Partindo do princípio de que partidos autênticos só se constróem na forja da militância mobilizada, o PSDB paranaense viveu na semana passada um momento histórico, ao reunir em Campo Mourão centenas de prefeitos, vice-prefeitos e vereadores eleitos pela legenda nos Estados que compõem o Codesul (Mato Grosso do Sul, Paraná, Santa Catarina e Rio Grande do Sul).
Por três dias, estas lideranças e militantes tucanos mantiveram contato com figuras de expressão do governo federal - à frente delas, o ministro da Administração, Bresser Pereira -, familiarizando-se com os programas e projetos que podem ser adotados nos municípios a partir de janeiro, quando tomam posse. Foi uma espécie de curso intensivo sobre o funcionamento da máquina pública federal, dando ênfase a seu relacionamento com Estados e prefeituras.
A par disso, os mais de 500 participantes do encontro - representando cerca de 300 municípios - discutiram a agenda do partido para o biênio 97/98, traçando metas e definindo prioridades políticas, num debate que teve a participação de lideranças nacionais, como é o caso dos senadores Teotônio Vilela Filho e Lúcio Alcântara.
Ao final, foi aprovada a Carta de Campo Mourão, documento que reafirma os compromissos do PSDB com a social-democracia, num ambiente sócio-econômico que conjugue o combate inadiável às desigualdades sociais com os desafios prementes de inserção do Brasil no processo de globalização da economia.
Não poderíamos nos omitir no propósito da questão da reeleição.
Paralelamente ao êxito do programa de estabilização, que reduziu drasticamente a inflação, garantindo uma moeda estável, o governo do presidente Fernando Henrique Cardoso mobiliza esforços no sentido de resgatar a imensa dívida social que envergonha o país.
Mas combater a miséria, reduzir as desigualdades e democratizar o acesso à educação, saúde, moradia e a uma vida mais digna não é tarefa instantânea, sobretudo depois de décadas de política econômica perversa, cujas mazelas privilegiaram os mais ricos e massacraram a massa da população pobre.
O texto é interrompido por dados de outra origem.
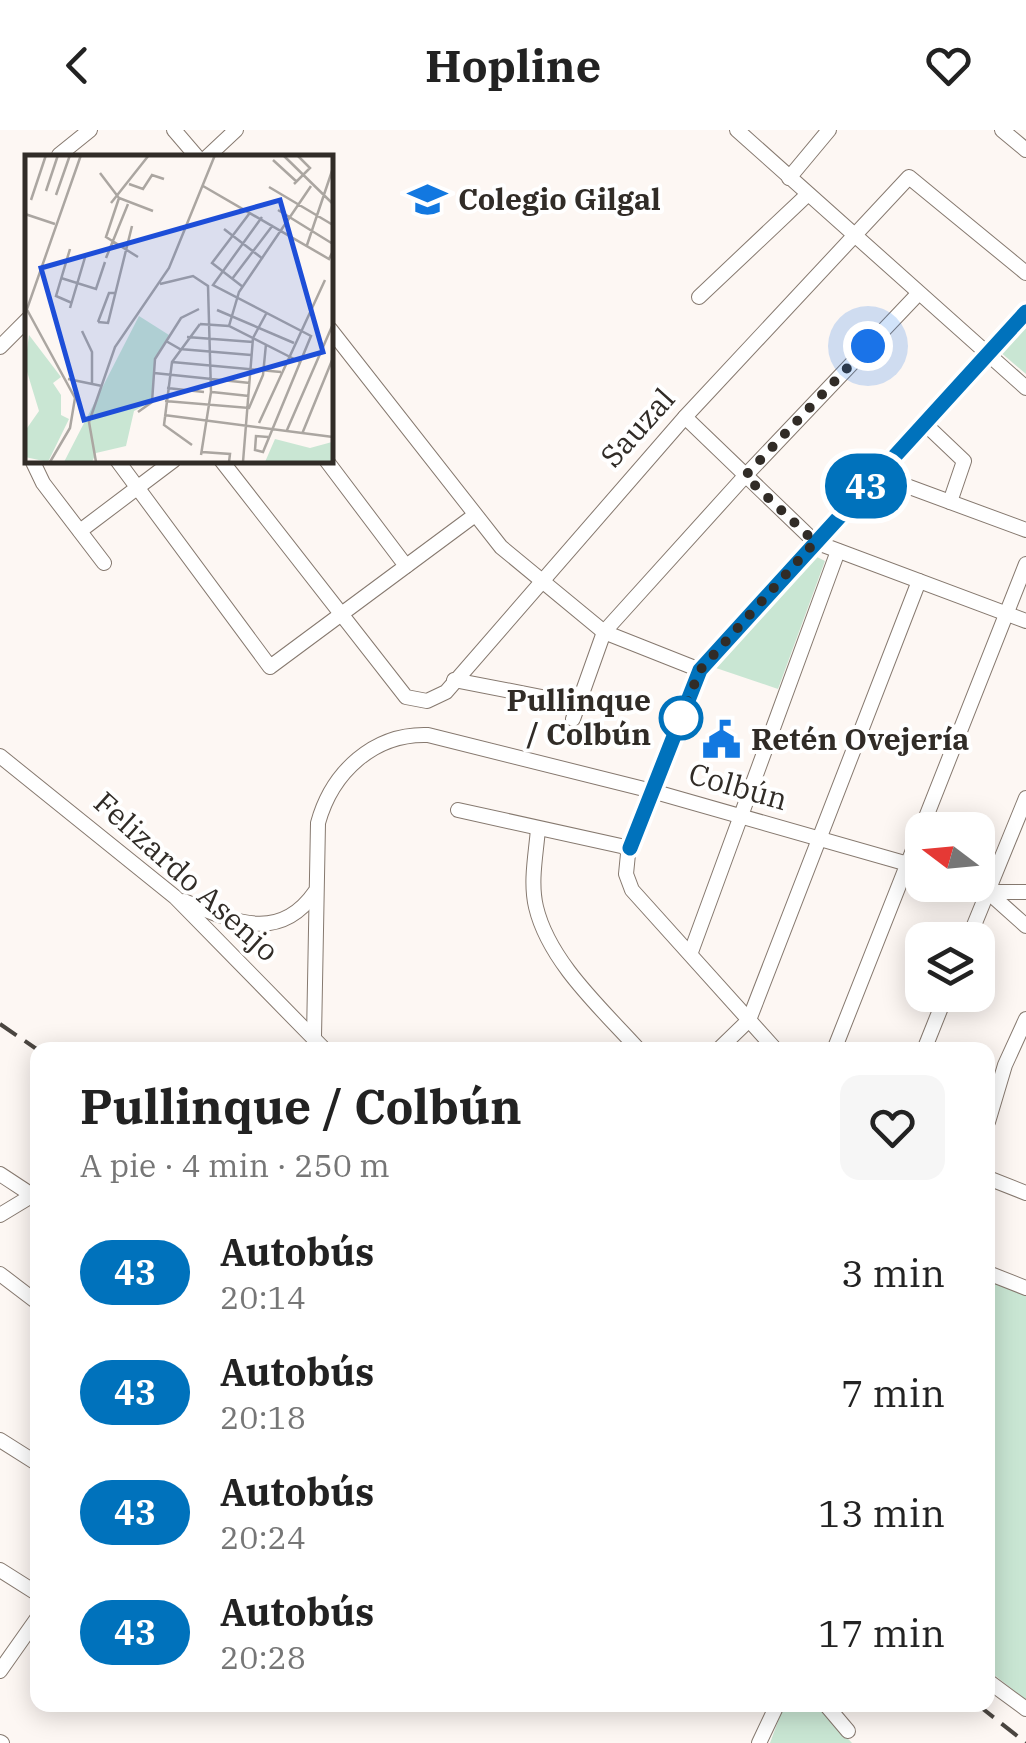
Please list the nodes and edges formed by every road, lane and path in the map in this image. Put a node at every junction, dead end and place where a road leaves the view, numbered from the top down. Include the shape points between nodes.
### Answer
1 (90, 130) edge
2 (174, 130) edge
3 (236, 130) edge
4 (737, 130) edge
5 (829, 130) edge
6 (1002, 130) edge
7 (1026, 150) edge
8 (59, 154) dead end
9 (195, 155) edge
10 (209, 155) edge
11 (789, 178) junction
12 (807, 195) junction
13 (852, 236) junction
14 (1026, 273) edge
15 (918, 294) junction
16 (698, 297) dead end
17 (1026, 312) edge
18 (25, 323) edge
19 (332, 337) edge
20 (0, 347) edge
21 (986, 356) junction
22 (1026, 388) edge
23 (685, 417) junction
24 (924, 423) junction
25 (33, 462) edge
26 (118, 462) edge
27 (171, 462) edge
28 (223, 462) edge
29 (328, 462) edge
30 (878, 474) junction
31 (745, 476) junction
32 (138, 488) junction
33 (950, 502) junction
34 (475, 515) junction
35 (1026, 530) edge
36 (80, 531) junction
37 (815, 542) junction
38 (838, 551) junction
39 (104, 562) dead end
40 (1026, 564) edge
41 (406, 566) junction
42 (541, 579) junction
43 (918, 581) junction
44 (1006, 614) junction
45 (340, 615) junction
46 (1026, 621) edge
47 (604, 632) junction
48 (700, 670) junction
49 (454, 680) junction
50 (578, 698) junction
51 (573, 719) dead end
52 (0, 756) edge
53 (652, 791) junction
54 (1026, 798) edge
55 (458, 810) dead end
56 (934, 812) edge
57 (741, 817) junction
58 (538, 829) junction
59 (819, 839) junction
60 (630, 848) junction
61 (905, 863) edge
62 (995, 875) edge
63 (905, 889) edge
64 (316, 890) junction
65 (995, 892) edge
66 (1026, 892) edge
67 (174, 897) junction
68 (995, 898) edge
69 (1026, 926) edge
70 (691, 952) junction
71 (939, 1012) edge
72 (1026, 1019) edge
73 (749, 1020) junction
74 (314, 1037) junction
75 (318, 1042) edge
76 (632, 1042) edge
77 (726, 1042) edge
78 (769, 1042) edge
79 (838, 1042) edge
80 (927, 1042) edge
81 (995, 1099) edge
82 (0, 1174) edge
83 (995, 1181) edge
84 (30, 1192) edge
85 (1026, 1193) edge
86 (30, 1199) edge
87 (0, 1215) edge
88 (0, 1274) edge
89 (995, 1276) edge
90 (1026, 1288) edge
91 (30, 1297) edge
92 (0, 1440) edge
93 (30, 1459) edge
94 (0, 1570) edge
95 (30, 1589) edge
96 (30, 1628) edge
97 (0, 1670) edge
98 (995, 1686) edge
99 (1026, 1709) edge
100 (774, 1712) edge
101 (832, 1712) edge
102 (848, 1731) dead end
103 (758, 1743) edge

1 - 8 street
2 - 9 street
3 - 10 street
4 - 11 street
5 - 11 street
6 - 7 street
11 - 12 street
12 - 13 street
12 - 16 street
13 - 14 street, Sauzal via 909,176
13 - 15 street
13 - 23 street, Sauzal
15 - 21 street
15 - 31 street
17 - 21 street
18 - 20 street
19 - 34 street
21 - 22 street
21 - 24 street
23 - 31 street
23 - 42 street, Sauzal
24 - 30 street
24 - 33 street via 964,460
25 - 36 street
26 - 32 street
27 - 32 street
28 - 45 street
29 - 41 street
30 - 33 street
30 - 37 street
31 - 37 street
31 - 47 street
32 - 36 street
32 - 45 street via 270,667
33 - 35 street
34 - 41 street
34 - 42 street
36 - 39 street
37 - 38 street
37 - 48 street
38 - 43 street
38 - 57 street
40 - 44 street
41 - 45 street
42 - 47 street
42 - 49 street, Sauzal
43 - 44 street
43 - 59 street
44 - 46 street
44 - 56 street
45 - 49 street, Sauzal via 406,697 434,699
47 - 48 street
47 - 50 street
48 - 53 street
49 - 50 street via 562,701
50 - 51 street
52 - 67 street, Felizardo Asenjo
53 - 57 street, Colbún
53 - 60 street
53 - 64 street, Colbún via 428,735 398,737 364,754 327,796 316,834
54 - 62 street
55 - 58 street
57 - 59 street, Colbún
57 - 70 street
58 - 60 street
58 - 76 street via 535,902 542,929
59 - 61 street, Colbún
59 - 73 street
60 - 70 street via 625,868 632,890
63 - 79 street
64 - 67 street via 289,918 259,926 231,922
64 - 74 street, Colbún
65 - 66 street
67 - 74 street, Felizardo Asenjo
68 - 69 street
70 - 73 street
71 - 80 street
72 - 81 street
73 - 77 street
73 - 78 street
74 - 75 street, Felizardo Asenjo
82 - 84 street
83 - 85 street
86 - 87 street
88 - 91 street
89 - 90 street
92 - 93 street
94 - 95 street
96 - 97 street
98 - 99 street
100 - 103 street
101 - 102 street

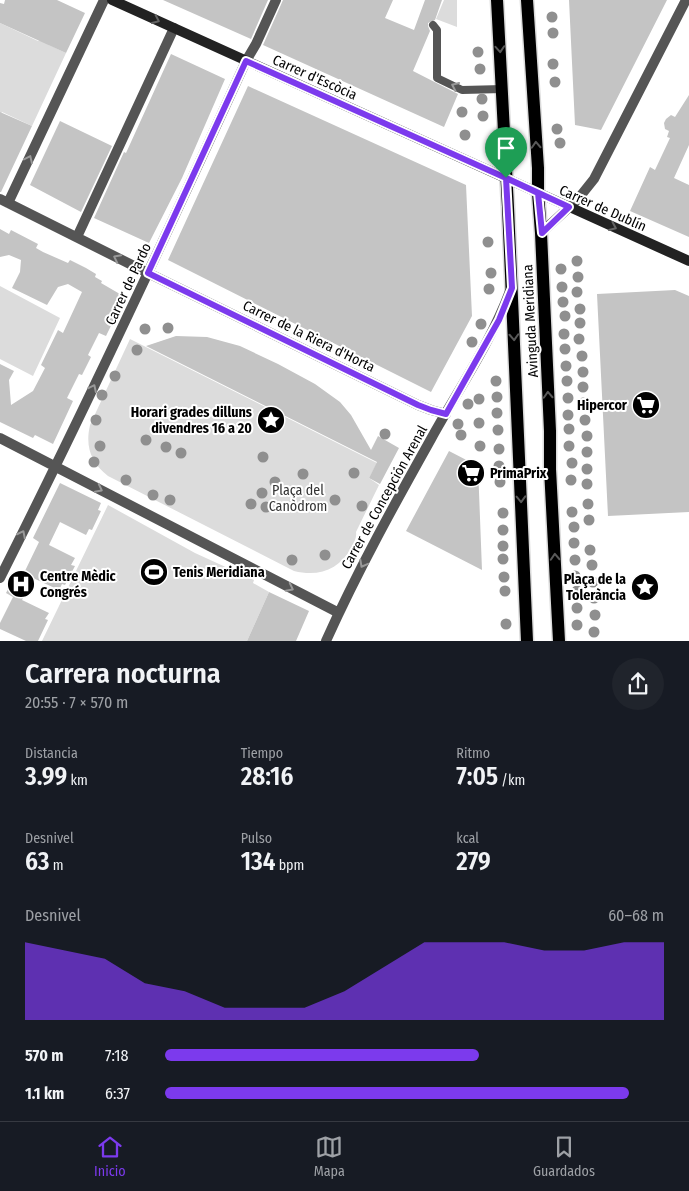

Além de determinação política, é necessário tempo para executar esta gigantesca missão - e o presidente Fernando Henrique caminha na direção certa.
Neste contexto é que a Carta de Campo Mourão afirma o seu apoio ao direito de disputar a reeleição, exatamente como ocorre nos países de maior tradição democrática, onde os governantes são submetidos ao teste das urnas para receber a aprovação, ou rejeição, de suas administrações. Este direito é legítimo e justo, por isso merece ser contemplado pela Constituição.
- RUBENS BUENO é prefeito de Campo Mourão e presidente do Instituto Teotônio Vilela/PR.